Rispetto a tale sistema normativo, che si sviluppa interamente sul piano del rapporto verticale tra lo Stato – che è l’unico soggetto che ha attivato, finanziandolo, il tentativo di emersione dell’evasione fiscale – e le persone fisiche che utilizzano la moneta elettronica, la ricorrente lamenta la violazione degli artt. 69, 70, 72, 73, 75 e 75-bis dello statuto reg. Trentino-Alto Adige e delle relative norme di attuazione di cui al d.lgs. n. 268 del 1992, che determinano, fra l’altro, la devoluzione alle Province autonome di determinate quote di gettito dei tributi erariali e l’attribuzione alle stesse di tributi propri.
Ciò in forza della pretesa per cui tutte le maggiori entrate raccolte sul territorio della Provincia autonoma e derivanti dal «potenziale recupero di tributi evasi (preesistenti)», dovrebbero essere sempre e comunque assegnate alla Provincia autonoma, a prescindere dal meccanismo che le genera, dal loro ammontare, dalle responsabilità dello Stato in ordine al debito pubblico e dalla stessa necessità di finanziare integralmente le funzioni che alla medesima Provincia risultano assegnate.

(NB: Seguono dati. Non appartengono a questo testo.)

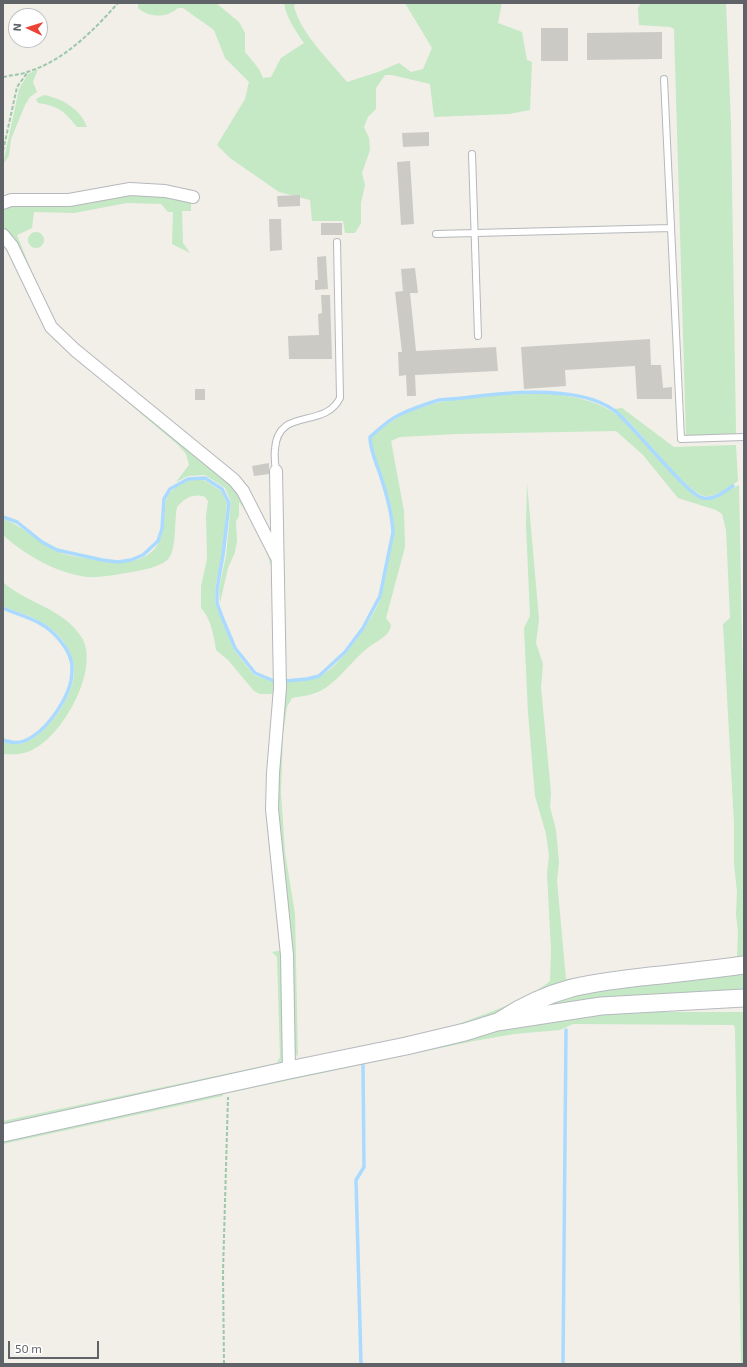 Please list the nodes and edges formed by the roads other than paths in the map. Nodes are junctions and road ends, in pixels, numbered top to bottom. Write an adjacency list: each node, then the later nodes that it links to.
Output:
1 (664, 79): 5 (lane)
2 (472, 154): 6 (lane)
3 (193, 197): 4 (street)
4 (3, 203)
5 (671, 228): 6 (lane); 11 (lane)
6 (474, 233): 8 (lane); 10 (lane)
7 (3, 234): 13 (street)
8 (436, 234)
9 (337, 242): 12 (lane)
10 (478, 336)
11 (744, 437)
12 (276, 471): 13 (street)
13 (277, 559): 17 (street)
14 (744, 965): 16 (street)
15 (744, 998): 16 (street)
16 (497, 1022): 17 (street)
17 (289, 1070): 18 (street)
18 (3, 1133) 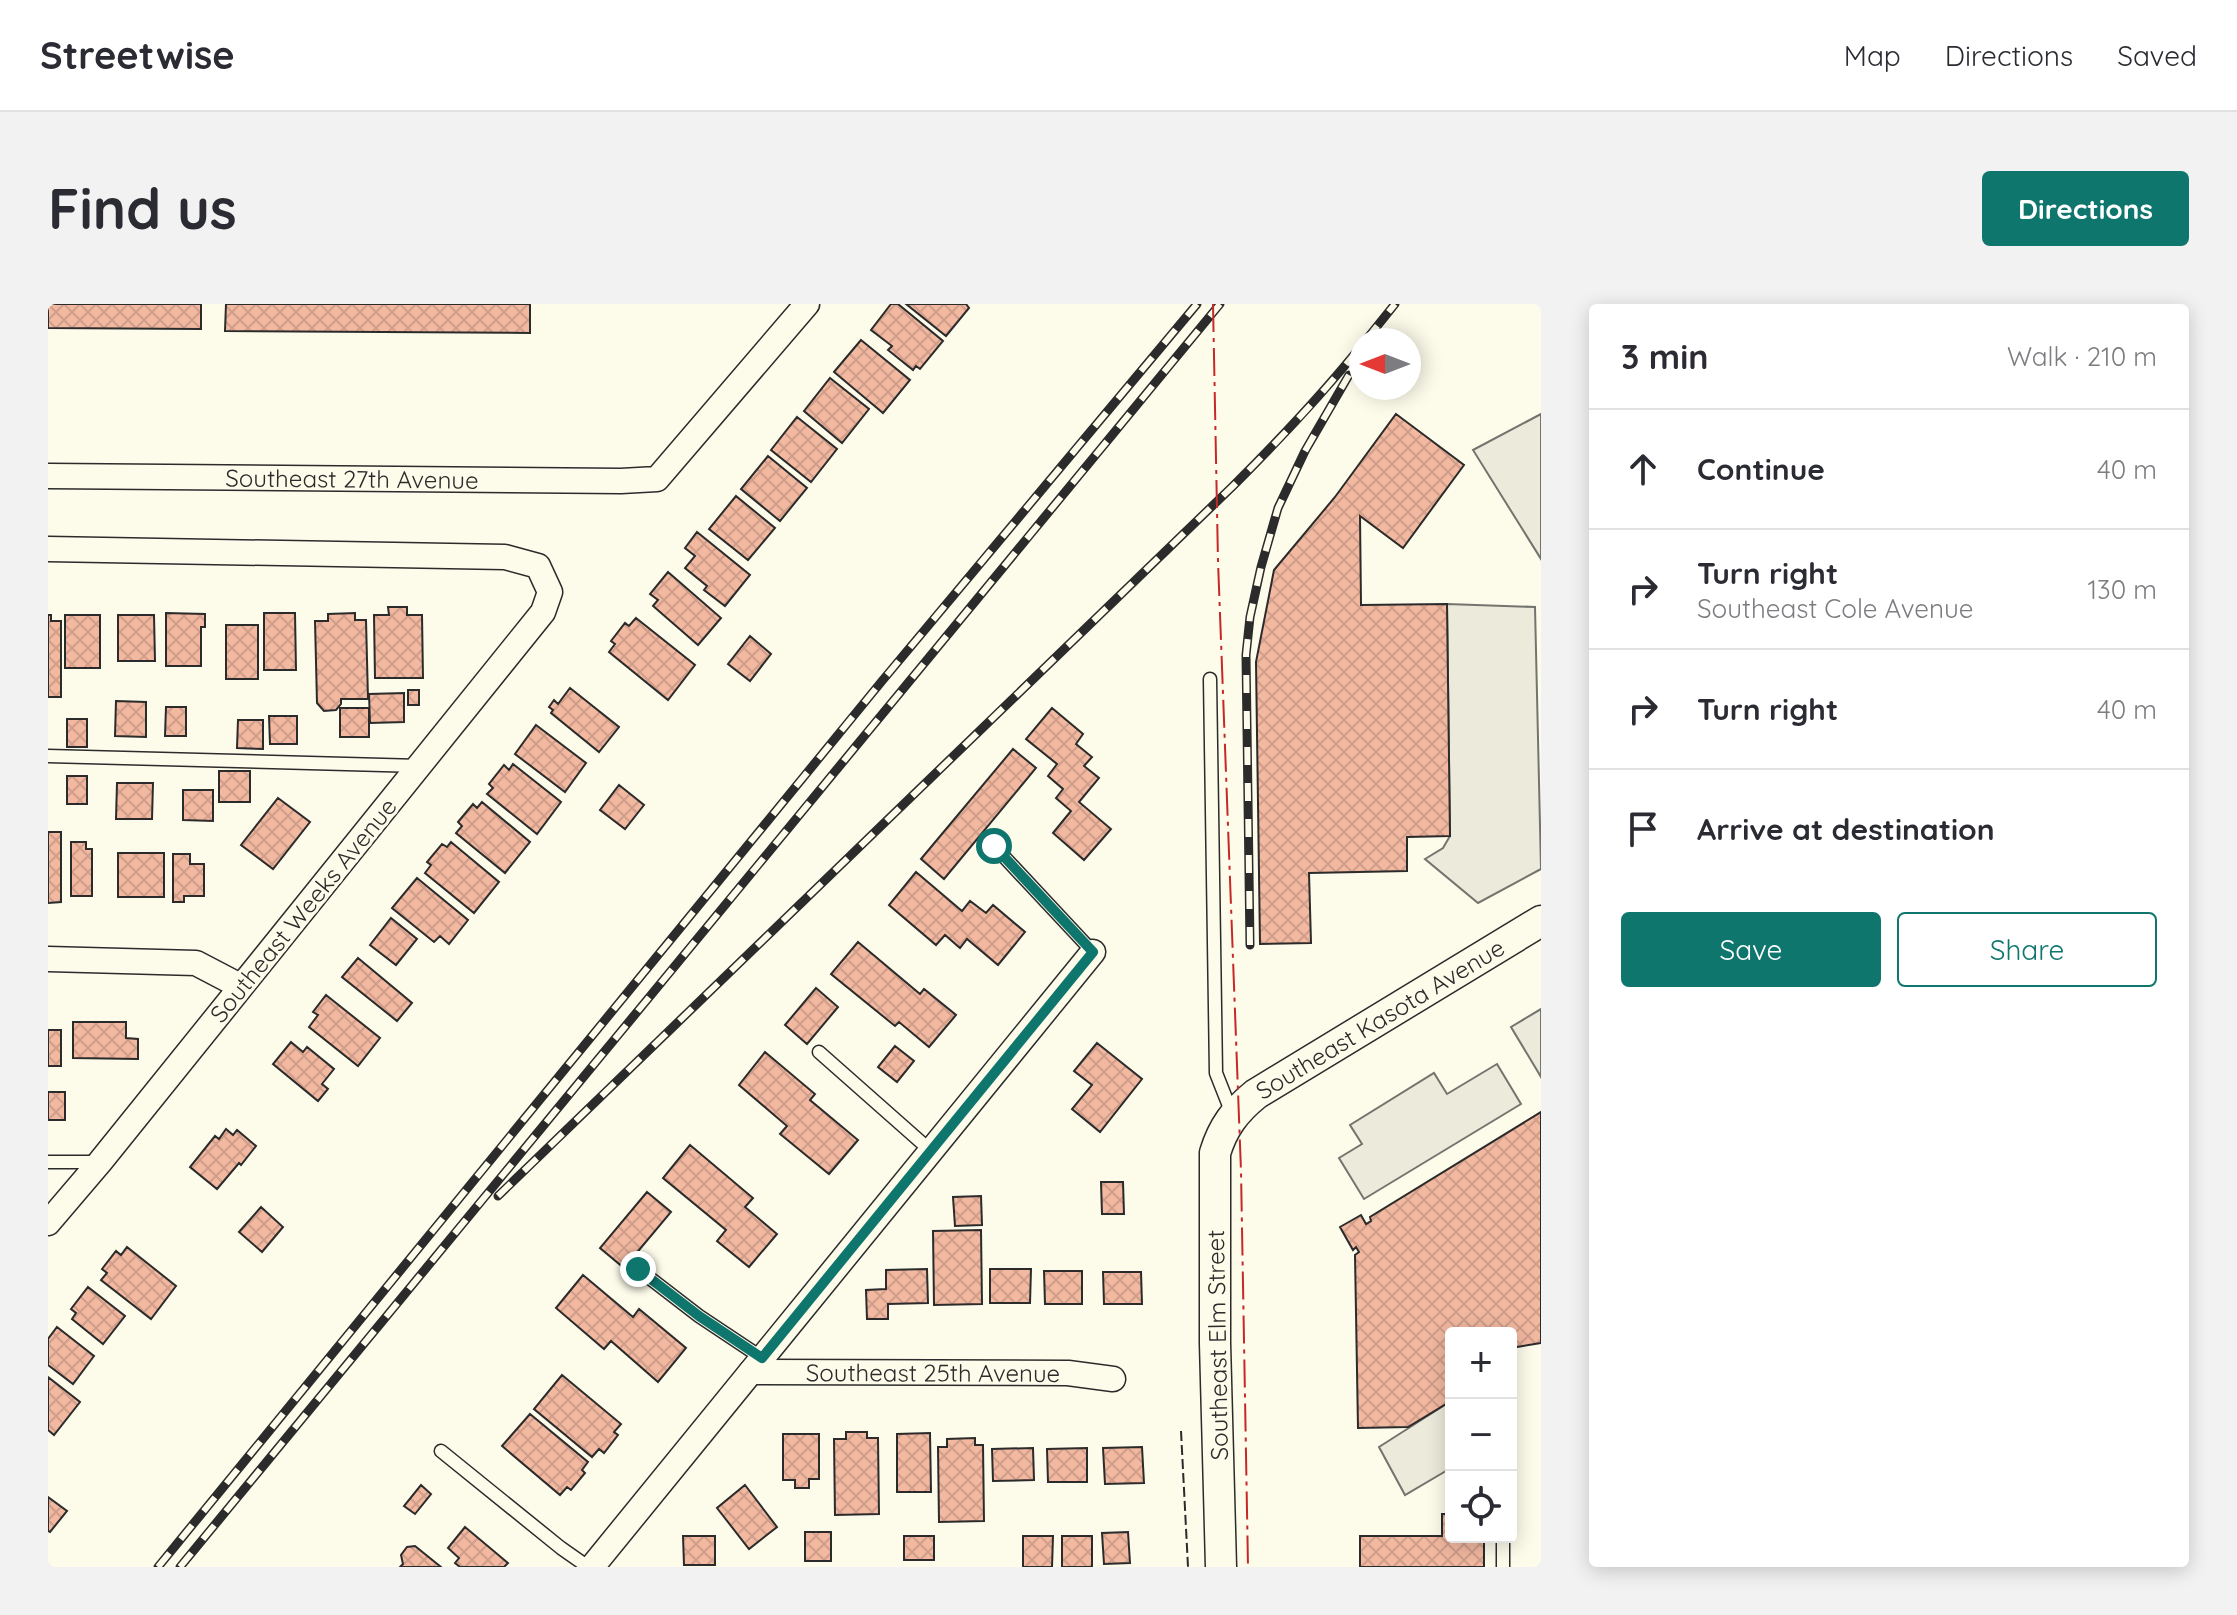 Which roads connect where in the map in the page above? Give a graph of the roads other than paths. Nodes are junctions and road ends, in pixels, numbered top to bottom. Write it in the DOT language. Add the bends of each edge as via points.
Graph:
graph roads {
  1 [pos="798,310"];
  2 [pos="48,476"];
  3 [pos="48,549"];
  4 [pos="1210,679"];
  5 [pos="48,756"];
  6 [pos="420,766"];
  7 [pos="994,846"];
  8 [pos="1541,921"];
  9 [pos="1093,952"];
  10 [pos="48,959"];
  11 [pos="240,986"];
  12 [pos="819,1052"];
  13 [pos="1229,1120"];
  14 [pos="931,1151"];
  15 [pos="48,1162"];
  16 [pos="100,1162"];
  17 [pos="48,1223"];
  18 [pos="638,1269"];
  19 [pos="756,1365"];
  20 [pos="1113,1379"];
  21 [pos="441,1451"];
  22 [pos="1503,1543"];
  23 [pos="590,1567"];
  24 [pos="1221,1567"];
  25 [pos="1503,1567"];
  1 -- 2 [label="street, Southeast 27th Avenue" via="657,479"];
  3 -- 6 [label="street, Southeast Weeks Avenue" via="505,557 538,566 550,592 543,612"];
  4 -- 13 [label="lane" via="1216,1073"];
  5 -- 6 [label="lane"];
  6 -- 11 [label="street, Southeast Weeks Avenue"];
  7 -- 9 [label="lane"];
  8 -- 13 [label="street, Southeast Kasota Avenue" via="1256,1094"];
  9 -- 14 [label="street"];
  10 -- 11 [label="street" via="196,963"];
  11 -- 16 [label="street, Southeast Weeks Avenue"];
  12 -- 14 [label="lane"];
  13 -- 24 [label="street, Southeast Elm Street" via="1215,1153"];
  14 -- 19 [label="street"];
  15 -- 16 [label="lane"];
  16 -- 17 [label="street, Southeast Weeks Avenue"];
  18 -- 19 [label="lane"];
  19 -- 20 [label="street, Southeast 25th Avenue" via="1068,1373"];
  19 -- 23 [label="street"];
  21 -- 23 [label="lane"];
  22 -- 25 [label="lane"];
}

4.1.– Come evidenziato nelle memorie delle parti, l’art. 1, comma 1097, lettera b), della legge 30 dicembre 2020, n. 178 (Bilancio di previsione dello Stato per l’anno finanziario 2021 e bilancio pluriennale per il triennio 2021-2023), ha tuttavia soppresso la disposizione contenuta nell’impugnato comma 290, secondo periodo, con decorrenza dal 1° gennaio 2021.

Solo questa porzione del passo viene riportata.